Review the material line by line. Identify and copy every line that contains the string "HERNÁNDO".
##### Records shown #####
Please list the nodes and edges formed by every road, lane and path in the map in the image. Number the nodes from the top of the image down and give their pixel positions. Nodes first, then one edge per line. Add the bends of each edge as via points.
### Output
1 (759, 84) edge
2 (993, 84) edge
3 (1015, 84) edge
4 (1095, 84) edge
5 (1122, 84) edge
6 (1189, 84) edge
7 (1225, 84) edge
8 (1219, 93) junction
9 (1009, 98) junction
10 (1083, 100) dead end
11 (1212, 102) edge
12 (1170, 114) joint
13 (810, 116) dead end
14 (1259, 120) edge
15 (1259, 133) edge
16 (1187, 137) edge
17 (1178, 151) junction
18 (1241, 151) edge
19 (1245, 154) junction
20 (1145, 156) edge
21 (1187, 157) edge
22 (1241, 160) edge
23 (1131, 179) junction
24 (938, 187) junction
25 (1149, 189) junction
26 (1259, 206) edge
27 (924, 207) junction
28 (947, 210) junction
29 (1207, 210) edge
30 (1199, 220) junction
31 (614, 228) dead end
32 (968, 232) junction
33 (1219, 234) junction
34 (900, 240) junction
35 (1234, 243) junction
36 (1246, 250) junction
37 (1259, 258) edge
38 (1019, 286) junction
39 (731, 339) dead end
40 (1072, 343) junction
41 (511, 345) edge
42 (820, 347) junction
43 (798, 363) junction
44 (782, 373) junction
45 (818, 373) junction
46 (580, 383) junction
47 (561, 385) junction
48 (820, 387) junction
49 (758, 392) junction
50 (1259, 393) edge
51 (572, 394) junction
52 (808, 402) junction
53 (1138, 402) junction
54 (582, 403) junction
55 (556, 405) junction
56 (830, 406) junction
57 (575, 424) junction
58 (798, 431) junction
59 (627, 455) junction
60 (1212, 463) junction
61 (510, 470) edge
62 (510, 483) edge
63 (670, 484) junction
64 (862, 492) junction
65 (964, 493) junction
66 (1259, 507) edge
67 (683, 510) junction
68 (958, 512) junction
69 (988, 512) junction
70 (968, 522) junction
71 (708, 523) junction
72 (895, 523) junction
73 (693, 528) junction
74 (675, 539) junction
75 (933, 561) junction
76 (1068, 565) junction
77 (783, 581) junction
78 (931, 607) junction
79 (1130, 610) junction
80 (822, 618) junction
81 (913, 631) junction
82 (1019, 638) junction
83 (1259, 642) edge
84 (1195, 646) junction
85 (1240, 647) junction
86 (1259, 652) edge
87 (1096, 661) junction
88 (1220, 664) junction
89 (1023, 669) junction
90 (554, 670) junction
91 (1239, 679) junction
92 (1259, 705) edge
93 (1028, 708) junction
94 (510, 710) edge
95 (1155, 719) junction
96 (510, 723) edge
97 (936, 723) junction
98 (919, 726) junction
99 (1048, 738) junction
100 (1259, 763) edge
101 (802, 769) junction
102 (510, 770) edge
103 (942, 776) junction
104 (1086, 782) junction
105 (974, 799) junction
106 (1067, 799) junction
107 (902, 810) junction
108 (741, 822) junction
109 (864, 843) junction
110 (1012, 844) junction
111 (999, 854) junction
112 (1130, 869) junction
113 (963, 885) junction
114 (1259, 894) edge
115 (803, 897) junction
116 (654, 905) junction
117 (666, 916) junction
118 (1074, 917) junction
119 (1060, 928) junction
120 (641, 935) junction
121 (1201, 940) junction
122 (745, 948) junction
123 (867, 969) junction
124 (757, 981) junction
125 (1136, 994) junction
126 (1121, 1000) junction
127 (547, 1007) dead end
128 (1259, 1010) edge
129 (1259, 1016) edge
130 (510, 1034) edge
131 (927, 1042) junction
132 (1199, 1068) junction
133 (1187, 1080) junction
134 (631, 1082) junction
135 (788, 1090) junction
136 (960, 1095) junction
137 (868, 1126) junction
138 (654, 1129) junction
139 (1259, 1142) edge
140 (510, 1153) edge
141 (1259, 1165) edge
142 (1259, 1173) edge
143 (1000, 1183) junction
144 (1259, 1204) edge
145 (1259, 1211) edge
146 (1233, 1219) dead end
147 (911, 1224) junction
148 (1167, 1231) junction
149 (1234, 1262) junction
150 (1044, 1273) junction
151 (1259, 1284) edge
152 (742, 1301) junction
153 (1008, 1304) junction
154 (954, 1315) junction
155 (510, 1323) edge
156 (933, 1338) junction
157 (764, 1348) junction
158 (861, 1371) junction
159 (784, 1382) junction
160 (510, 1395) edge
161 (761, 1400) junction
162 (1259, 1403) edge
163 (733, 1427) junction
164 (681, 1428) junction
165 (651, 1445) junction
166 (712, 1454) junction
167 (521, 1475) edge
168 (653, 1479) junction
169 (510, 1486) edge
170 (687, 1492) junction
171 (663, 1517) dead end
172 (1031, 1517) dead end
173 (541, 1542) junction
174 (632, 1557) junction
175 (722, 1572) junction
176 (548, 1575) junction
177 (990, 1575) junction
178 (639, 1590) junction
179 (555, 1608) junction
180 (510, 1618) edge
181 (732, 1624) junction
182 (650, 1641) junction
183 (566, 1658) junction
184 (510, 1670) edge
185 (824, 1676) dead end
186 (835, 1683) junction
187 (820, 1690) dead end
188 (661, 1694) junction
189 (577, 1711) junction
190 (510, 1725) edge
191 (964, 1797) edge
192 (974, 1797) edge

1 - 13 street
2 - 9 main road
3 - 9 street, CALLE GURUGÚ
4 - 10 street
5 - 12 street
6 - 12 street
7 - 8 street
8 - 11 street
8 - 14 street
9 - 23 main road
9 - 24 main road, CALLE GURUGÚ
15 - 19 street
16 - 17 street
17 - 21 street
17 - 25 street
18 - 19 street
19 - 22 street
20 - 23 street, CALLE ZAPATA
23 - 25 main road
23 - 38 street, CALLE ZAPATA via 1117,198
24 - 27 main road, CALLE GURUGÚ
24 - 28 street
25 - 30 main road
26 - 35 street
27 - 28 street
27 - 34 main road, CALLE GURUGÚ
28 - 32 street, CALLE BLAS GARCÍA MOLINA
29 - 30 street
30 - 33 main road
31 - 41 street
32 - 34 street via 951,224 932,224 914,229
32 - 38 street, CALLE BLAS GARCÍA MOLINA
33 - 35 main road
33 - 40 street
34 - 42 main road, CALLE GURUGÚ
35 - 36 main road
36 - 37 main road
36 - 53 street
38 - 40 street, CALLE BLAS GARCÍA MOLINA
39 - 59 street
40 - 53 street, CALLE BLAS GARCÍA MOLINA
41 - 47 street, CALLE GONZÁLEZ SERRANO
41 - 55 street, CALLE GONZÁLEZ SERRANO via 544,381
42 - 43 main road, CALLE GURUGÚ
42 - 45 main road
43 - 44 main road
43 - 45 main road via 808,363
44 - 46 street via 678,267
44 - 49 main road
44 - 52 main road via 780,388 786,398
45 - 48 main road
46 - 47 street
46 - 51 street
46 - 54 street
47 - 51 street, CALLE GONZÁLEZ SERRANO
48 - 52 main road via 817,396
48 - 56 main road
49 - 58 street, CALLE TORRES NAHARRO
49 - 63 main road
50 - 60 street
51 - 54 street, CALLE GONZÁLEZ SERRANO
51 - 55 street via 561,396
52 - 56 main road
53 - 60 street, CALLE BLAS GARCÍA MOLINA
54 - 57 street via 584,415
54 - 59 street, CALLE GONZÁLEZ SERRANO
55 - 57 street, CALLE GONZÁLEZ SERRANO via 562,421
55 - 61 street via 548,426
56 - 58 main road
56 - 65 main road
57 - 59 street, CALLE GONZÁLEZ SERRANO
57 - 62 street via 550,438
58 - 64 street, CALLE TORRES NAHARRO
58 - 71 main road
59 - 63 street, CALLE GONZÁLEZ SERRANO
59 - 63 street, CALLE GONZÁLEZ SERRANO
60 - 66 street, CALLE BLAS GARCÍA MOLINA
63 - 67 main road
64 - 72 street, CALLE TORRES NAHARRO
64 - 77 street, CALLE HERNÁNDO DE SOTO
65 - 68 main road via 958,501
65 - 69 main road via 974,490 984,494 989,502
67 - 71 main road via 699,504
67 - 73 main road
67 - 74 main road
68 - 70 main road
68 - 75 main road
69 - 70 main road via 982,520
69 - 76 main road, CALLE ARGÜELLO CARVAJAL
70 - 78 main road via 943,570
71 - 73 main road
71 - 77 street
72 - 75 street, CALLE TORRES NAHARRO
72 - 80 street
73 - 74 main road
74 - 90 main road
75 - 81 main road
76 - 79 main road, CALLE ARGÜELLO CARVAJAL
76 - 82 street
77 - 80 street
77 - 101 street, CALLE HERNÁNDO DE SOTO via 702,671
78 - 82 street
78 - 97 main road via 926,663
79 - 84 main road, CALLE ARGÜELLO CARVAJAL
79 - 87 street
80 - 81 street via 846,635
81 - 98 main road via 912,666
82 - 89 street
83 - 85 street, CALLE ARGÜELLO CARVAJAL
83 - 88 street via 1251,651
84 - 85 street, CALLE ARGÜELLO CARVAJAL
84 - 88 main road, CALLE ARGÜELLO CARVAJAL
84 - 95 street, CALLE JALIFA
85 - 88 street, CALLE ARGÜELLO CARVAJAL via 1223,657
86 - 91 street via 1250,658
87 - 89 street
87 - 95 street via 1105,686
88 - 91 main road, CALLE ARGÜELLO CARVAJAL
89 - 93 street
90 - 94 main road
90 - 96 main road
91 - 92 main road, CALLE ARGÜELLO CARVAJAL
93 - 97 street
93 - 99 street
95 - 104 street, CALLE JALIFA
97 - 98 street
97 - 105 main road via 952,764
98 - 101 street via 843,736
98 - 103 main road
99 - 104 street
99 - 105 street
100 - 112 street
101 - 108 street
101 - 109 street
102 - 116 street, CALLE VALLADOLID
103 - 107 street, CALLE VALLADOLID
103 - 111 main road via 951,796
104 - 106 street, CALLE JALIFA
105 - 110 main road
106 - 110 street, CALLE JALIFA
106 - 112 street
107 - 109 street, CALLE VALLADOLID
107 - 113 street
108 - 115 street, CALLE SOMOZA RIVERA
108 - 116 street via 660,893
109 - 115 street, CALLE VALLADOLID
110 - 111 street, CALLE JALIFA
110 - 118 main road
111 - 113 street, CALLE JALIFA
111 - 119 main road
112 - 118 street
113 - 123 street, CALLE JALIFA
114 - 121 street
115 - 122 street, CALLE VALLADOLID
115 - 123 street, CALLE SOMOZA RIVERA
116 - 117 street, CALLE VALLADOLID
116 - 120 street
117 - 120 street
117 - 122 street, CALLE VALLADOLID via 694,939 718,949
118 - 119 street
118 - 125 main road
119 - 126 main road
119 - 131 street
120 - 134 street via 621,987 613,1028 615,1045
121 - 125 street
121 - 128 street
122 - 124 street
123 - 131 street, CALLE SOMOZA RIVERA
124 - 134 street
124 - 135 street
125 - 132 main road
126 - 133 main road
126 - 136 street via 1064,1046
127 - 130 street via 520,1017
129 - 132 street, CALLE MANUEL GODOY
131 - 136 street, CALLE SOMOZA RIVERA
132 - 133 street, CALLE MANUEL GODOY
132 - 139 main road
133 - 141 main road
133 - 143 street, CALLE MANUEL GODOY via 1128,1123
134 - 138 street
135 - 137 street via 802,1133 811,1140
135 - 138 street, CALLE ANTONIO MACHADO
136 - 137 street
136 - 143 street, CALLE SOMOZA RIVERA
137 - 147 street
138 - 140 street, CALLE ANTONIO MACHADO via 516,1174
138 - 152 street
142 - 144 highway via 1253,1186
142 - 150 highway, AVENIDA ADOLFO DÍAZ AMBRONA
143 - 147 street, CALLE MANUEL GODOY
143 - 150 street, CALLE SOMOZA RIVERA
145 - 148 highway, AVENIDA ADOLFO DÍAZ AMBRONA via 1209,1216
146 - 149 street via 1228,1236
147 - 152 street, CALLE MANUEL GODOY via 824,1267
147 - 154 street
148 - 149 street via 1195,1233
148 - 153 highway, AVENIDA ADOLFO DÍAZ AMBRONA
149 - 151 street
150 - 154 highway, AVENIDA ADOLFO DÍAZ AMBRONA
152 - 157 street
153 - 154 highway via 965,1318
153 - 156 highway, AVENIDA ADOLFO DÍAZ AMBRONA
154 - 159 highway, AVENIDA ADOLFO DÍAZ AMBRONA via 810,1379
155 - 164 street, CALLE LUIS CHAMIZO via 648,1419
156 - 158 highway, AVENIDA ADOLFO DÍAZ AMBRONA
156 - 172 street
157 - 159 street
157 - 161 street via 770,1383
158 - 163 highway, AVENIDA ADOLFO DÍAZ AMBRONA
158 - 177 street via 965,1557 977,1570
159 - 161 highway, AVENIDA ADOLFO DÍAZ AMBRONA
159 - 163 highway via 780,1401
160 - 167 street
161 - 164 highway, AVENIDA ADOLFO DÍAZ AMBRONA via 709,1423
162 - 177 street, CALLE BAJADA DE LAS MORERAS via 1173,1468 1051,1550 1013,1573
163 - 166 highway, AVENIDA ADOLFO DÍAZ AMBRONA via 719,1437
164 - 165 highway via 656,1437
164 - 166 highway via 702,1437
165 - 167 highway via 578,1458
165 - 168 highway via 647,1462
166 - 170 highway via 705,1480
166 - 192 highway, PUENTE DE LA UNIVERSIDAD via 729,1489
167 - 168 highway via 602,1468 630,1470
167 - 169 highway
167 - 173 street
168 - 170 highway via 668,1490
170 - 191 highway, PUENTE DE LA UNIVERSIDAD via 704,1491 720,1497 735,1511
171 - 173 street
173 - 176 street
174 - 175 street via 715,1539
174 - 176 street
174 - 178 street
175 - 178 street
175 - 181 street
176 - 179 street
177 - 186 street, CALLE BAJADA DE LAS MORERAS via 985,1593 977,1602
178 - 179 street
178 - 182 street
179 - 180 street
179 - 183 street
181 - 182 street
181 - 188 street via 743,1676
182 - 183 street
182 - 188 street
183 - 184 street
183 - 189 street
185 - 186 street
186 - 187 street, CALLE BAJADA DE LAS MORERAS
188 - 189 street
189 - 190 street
#####
▸ **Your response**
64 - 77 street, CALLE HERNÁNDO DE SOTO
77 - 101 street, CALLE HERNÁNDO DE SOTO via 702,671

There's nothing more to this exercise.